Friday, 29th March 2024
To guardian.ng
Search

Osinbajo calls for increased public-private sector collaboration to feed Nigerians

By Joke Falaju, Abuja
01 December 2017   |   4:24 am
The Wife of the Vice President, Dolapo Osinbajo, has called for increased collaboration between the organised private sector, and the public sector including financial institutions to increase food production for Nigerians populace.

Wife of the Vice President, Dolapo Osinbajo

The Wife of the Vice President, Dolapo Osinbajo, has called for increased collaboration between the organised private sector, and the public sector including financial institutions to increase food production for Nigerians populace.Osinbajo made the call yesterday in Abuja, during the maiden annual Nigerian Association of Chambers of Commerce, Industry, Mines and Agriculture (NACCIMA), and Nigeria Incentive-Based Risk Sharing System for Agricultural Lending (NIRSAL), Agribusiness and Policy Linkage Conference.
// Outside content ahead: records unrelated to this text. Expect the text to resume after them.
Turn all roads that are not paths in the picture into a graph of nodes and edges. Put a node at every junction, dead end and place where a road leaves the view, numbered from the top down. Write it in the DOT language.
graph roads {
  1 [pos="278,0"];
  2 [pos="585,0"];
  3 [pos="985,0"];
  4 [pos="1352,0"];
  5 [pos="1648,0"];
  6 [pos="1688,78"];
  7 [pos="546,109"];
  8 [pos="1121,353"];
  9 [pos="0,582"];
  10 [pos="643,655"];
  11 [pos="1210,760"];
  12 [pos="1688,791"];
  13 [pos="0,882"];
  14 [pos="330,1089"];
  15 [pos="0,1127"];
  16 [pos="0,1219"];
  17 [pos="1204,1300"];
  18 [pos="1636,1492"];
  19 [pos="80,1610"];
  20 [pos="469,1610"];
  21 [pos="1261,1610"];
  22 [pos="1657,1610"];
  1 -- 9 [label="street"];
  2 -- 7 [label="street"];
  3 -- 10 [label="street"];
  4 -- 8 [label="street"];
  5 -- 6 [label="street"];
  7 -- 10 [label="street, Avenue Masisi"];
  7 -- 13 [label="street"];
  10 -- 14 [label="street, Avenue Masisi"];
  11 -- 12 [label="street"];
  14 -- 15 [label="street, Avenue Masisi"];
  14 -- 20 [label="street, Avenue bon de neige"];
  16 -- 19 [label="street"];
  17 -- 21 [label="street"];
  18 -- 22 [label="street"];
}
She stressed the need for a stronger desire among stakeholders to collaborate, and team up to meet the needs of Nigerians, especially with regard to food security and employment generation.

She commended NACCIMA’s decision to collaborate with the Ministry of Agriculture, and other financing institutions to fund agri-businesses and employ unique skills, and deploying requisite technology to drive information on accelerated value chain, and provide information of available opportunities in Agribusiness to a wider audience.

She tasked the conference to come up with decisions that would be beneficial to Nigerians, saying: “Behind all the facts and figures are men and women, girls and boys, who are at the receiving end of government plans and actions, as the decisions taken at the conference would have a ripple effect on the entire nation.

“Your work and successes at these ventures mean success or failure for them. Many depend on you for what to do, because your work or success means the men and women would be able to feed themselves and success for a graduate who have not been able to secure jobs to feed themselves.”

The Managing Director, NIRSAL Aliyu Abduhameed, who spoke on the theme, “Implementing the Agricultural Component of the Economic, Recovery Growth Plan,” noted that that ERGP acknowledge the fact that investing in Agriculture has the potential to guarantee food security, job creation, increase foreign exchange earnings reduction in inflation and economic diversification.
He decried that despite the abundance of labour, land, water, and extremely large market including in West Africa, the third quarter (Q3) 2017 GDP revealed only three per cent sector growth, signaling underperformance against ERGP target of five per cent.

He attributed the agriculture’s underperformance to low information technology, high interest rate, poor mechanisation practice, as the method of agricultural production are very crude, and lack of access to modern technology.

Abduhameed explained that the collaboration with NACCIMA is to create an enabling business environment for the promotion of competitiveness through policy advocacy, information dissemination and networking.He said: “the NACCIMA/NIRSAL partnership is a strategic approach to solving endemic problems that are deterrent towards increasing finance and agribusiness investment.”

The National President of NACCIMA, Iyalode Alaba Lawson, maintained that Nigeria went into recession during Q2 2016, because of the dwindling oil prices, and the unsuccessful attempt by government to diversify the economy into agriculture, which was compounded by over-reliance on importation for commodities required for industrisation.

Commending the launch of the Agricultural Promotion Policy (2016-2020), she said it is a policy strategy that advocates disciplined approach for growing agribusiness through improved productivity of some domestic crops, and prioritising for the export market.

Lawson said the aim of the conference was to maximise agricultural productivity by increasing public awareness of the potential of agriculture, and to generate and commercialise new agricultural technologies that meet local market needs. She equally called for improvement in data collection, and evidence-based reporting for monitoring, and evaluating the progress of the Agriculture Promotion Policy.

“The opportunity in the agriculture sector is immense with a population of over 180 million, and the west African population of 300 million. The local market for agricultural produce is very huge within the ERGP programme, and government is set to open a minimum of 10,000 irrigation land by 2020 among other programmes.”